Let $X_1, \dotsc, X_n \sim F$, where $F$ is a distribution function with support in $[0,1]$.
For $t \in [0,1]$, define the sigma-algebra:
$$ \mathscr{F}_t = \sigma(1_{\{X_i \leq s\}}\;,\; 1 \geq s \geq t, i=1,\dotsc,n) $$
Similarly, let:
$$ \mathscr{G}_t = \sigma(1_{\{X_i < s\}}\;,\; 1 \geq s \geq t, i=1,\dotsc,n) $$
Both of these families define filtrations on $[0,1]$ (time direction reversed).

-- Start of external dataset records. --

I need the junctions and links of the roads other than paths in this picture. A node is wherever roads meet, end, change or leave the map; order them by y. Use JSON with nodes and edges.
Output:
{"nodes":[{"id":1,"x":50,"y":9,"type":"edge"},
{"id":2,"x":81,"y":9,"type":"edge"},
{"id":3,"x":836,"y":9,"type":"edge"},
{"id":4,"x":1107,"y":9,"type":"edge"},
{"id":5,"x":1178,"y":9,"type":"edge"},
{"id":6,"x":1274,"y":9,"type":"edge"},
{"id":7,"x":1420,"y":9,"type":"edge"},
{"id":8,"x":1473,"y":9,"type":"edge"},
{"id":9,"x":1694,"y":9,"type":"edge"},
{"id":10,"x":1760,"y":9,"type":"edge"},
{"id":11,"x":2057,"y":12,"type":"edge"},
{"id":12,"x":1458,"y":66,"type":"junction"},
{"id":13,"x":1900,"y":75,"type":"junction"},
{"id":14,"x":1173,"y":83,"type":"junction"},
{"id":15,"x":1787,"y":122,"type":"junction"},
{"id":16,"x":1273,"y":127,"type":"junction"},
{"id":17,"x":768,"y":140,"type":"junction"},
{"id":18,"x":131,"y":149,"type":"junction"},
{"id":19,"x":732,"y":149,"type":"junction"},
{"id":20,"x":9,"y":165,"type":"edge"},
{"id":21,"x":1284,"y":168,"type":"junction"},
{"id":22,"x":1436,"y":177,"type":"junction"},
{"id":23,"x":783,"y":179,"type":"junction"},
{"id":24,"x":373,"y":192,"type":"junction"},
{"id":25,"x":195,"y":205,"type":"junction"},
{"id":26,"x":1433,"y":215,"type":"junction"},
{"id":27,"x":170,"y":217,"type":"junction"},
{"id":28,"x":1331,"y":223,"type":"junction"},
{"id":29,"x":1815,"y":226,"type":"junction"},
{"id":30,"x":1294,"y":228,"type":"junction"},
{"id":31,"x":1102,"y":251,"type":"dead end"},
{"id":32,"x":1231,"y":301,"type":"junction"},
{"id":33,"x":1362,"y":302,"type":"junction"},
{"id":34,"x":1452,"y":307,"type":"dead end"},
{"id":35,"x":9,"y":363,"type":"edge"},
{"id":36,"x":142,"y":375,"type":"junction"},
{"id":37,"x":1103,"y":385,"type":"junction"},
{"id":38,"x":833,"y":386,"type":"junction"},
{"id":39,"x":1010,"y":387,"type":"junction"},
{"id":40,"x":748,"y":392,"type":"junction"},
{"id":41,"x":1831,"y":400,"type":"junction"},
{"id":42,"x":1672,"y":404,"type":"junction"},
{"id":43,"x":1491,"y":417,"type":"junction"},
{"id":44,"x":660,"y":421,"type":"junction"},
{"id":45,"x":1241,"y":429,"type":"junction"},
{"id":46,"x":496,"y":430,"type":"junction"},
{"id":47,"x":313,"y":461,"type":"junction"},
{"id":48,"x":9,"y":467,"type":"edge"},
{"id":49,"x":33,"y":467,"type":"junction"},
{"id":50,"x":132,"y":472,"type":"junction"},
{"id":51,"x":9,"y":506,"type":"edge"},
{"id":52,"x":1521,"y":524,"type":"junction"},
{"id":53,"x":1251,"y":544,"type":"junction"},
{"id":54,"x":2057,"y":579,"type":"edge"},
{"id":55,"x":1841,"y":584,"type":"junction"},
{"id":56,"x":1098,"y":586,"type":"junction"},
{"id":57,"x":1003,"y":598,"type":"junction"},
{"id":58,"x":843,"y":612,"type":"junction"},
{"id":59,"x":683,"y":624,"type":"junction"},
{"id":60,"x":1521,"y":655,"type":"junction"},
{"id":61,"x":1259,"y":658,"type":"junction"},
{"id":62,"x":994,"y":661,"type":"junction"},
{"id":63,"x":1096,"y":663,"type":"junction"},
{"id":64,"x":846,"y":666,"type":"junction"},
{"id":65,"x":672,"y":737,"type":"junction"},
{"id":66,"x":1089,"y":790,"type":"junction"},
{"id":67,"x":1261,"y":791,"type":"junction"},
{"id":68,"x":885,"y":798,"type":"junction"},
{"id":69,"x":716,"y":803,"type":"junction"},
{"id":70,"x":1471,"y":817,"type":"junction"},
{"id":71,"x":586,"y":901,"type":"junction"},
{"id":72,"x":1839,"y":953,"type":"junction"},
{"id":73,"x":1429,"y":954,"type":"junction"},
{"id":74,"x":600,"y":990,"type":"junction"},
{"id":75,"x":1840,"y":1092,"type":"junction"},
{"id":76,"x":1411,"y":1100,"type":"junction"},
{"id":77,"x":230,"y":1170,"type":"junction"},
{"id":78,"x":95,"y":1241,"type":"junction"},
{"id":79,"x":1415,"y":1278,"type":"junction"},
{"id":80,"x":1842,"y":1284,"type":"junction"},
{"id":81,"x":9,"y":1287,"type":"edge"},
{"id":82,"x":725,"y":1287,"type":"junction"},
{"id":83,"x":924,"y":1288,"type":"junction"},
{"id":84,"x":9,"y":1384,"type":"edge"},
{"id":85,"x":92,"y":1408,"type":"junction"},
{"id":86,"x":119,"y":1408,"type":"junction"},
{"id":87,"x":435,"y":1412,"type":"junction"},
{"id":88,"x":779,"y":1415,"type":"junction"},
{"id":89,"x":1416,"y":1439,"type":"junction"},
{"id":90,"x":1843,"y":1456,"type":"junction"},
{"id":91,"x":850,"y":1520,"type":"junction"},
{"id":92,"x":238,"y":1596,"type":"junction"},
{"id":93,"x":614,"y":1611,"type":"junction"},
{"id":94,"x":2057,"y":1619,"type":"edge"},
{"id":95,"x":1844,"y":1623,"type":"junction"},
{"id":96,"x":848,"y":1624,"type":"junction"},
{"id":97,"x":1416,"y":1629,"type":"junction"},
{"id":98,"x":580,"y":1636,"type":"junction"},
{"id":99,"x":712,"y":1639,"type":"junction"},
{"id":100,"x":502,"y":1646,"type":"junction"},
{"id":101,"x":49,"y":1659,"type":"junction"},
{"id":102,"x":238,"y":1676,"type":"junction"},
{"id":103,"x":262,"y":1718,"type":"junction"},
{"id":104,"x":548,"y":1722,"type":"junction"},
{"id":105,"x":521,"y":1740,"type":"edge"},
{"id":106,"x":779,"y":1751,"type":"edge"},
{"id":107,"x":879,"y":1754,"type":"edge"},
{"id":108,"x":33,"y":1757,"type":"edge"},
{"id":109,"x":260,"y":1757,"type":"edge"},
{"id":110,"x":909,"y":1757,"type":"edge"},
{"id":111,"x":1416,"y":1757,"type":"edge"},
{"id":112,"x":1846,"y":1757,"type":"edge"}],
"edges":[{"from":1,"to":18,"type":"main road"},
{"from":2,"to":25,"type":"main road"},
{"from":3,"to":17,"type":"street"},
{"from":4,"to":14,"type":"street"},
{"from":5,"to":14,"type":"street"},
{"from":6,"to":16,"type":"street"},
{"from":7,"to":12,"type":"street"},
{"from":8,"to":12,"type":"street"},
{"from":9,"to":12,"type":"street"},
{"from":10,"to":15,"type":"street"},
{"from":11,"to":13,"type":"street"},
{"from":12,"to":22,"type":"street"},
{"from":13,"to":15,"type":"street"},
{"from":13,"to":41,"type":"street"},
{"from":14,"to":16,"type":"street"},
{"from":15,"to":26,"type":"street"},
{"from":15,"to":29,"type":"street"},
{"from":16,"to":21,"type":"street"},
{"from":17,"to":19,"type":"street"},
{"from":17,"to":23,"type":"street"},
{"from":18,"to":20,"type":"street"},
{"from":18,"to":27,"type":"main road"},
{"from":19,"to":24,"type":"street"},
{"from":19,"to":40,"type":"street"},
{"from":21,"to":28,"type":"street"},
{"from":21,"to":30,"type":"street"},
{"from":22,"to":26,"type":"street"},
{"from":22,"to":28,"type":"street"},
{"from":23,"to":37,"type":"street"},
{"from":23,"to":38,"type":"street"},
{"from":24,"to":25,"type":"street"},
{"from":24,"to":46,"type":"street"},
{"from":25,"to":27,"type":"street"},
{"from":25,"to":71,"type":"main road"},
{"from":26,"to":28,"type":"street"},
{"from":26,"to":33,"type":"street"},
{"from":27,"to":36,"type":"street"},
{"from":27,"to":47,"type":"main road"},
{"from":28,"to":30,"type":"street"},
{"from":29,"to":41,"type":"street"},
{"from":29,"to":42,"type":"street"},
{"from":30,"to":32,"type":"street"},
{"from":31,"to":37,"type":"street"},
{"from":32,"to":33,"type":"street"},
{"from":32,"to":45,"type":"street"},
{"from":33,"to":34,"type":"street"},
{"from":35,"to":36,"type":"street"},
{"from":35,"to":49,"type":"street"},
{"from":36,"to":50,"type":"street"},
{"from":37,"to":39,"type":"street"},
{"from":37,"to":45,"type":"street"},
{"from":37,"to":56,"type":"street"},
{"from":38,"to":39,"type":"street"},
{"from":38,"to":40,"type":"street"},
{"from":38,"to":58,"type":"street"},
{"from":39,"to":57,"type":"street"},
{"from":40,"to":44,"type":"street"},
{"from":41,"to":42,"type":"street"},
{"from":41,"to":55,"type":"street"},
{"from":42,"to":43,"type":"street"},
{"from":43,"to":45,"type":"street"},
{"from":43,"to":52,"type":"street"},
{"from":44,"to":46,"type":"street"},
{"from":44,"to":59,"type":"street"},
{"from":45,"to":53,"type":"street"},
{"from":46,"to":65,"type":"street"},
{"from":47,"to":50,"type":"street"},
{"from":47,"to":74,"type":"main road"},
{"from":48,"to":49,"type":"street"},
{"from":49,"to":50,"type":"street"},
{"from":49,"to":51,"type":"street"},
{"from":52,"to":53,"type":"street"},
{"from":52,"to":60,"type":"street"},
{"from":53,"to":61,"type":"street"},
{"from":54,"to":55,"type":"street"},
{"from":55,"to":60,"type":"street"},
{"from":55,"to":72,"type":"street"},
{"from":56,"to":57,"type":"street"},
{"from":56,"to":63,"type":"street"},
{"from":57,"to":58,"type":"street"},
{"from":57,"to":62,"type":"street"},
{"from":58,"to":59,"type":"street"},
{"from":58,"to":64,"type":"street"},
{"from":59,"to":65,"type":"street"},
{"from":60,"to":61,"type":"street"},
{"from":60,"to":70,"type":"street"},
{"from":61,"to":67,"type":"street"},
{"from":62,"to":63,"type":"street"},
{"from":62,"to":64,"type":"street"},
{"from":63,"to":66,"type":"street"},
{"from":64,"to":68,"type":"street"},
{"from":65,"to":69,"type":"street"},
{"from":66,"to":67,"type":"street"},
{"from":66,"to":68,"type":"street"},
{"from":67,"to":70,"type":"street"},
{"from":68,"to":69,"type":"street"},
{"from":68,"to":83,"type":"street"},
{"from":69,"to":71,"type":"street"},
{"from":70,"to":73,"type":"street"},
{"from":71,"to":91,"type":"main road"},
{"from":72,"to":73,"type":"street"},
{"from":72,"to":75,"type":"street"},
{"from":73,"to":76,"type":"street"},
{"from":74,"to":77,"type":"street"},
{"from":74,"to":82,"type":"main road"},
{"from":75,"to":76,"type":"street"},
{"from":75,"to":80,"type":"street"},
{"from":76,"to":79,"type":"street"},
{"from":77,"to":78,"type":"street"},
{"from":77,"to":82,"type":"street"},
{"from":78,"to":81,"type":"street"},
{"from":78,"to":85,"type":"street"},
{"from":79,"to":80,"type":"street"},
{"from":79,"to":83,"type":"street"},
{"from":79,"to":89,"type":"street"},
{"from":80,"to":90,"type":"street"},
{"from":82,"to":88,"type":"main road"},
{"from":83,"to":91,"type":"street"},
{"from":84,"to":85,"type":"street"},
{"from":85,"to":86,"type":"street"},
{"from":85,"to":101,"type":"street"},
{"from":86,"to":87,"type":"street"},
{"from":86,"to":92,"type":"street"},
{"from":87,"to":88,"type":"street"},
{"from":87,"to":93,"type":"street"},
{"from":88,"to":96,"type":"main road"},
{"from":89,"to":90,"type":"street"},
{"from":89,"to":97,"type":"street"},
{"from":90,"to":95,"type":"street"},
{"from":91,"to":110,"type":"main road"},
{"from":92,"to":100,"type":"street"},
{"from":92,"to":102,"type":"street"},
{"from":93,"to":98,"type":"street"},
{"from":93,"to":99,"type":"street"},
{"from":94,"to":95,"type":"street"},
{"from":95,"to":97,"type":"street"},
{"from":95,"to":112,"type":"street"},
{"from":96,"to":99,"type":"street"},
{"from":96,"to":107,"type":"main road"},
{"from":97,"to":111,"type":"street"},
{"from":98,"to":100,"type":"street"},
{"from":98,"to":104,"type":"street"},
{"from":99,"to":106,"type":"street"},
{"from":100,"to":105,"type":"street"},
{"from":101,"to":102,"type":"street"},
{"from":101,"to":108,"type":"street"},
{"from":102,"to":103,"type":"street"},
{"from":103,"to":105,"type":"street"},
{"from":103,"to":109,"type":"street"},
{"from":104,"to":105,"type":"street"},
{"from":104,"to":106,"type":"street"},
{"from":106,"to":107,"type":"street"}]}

My question is the following:
Assume we now have a stopping rule defined based on the order statistics $X_{(1)}, \dotsc, X_{(n)}$, where we set $X_{(0)} = 0$, and the following borel-measurable functions:
$f: \mathbb R \to \{0,1\}$
$g_k: \mathbb R^{k} \to \{0, 1, \dotsc, n-k\}$
Rule:
- Start at $t = X_{(n)}$.
- Inductive step: (step $k$, $t = X_{(n-k+1)}$) If $f(t) = 1$ or $t=0$, then stop at $t$. Else set $\hat{n} = g_k(X_{(n-k+1)}, \dotsc, X_{(n)})$ and $t = X_{(\hat{n})}$. Continue with the next step.
Is this rule a stopping time in regards to the above filtrations? Intuitively it seems to be that way, since whether we stop on $t$ depends only on values $\geq t$.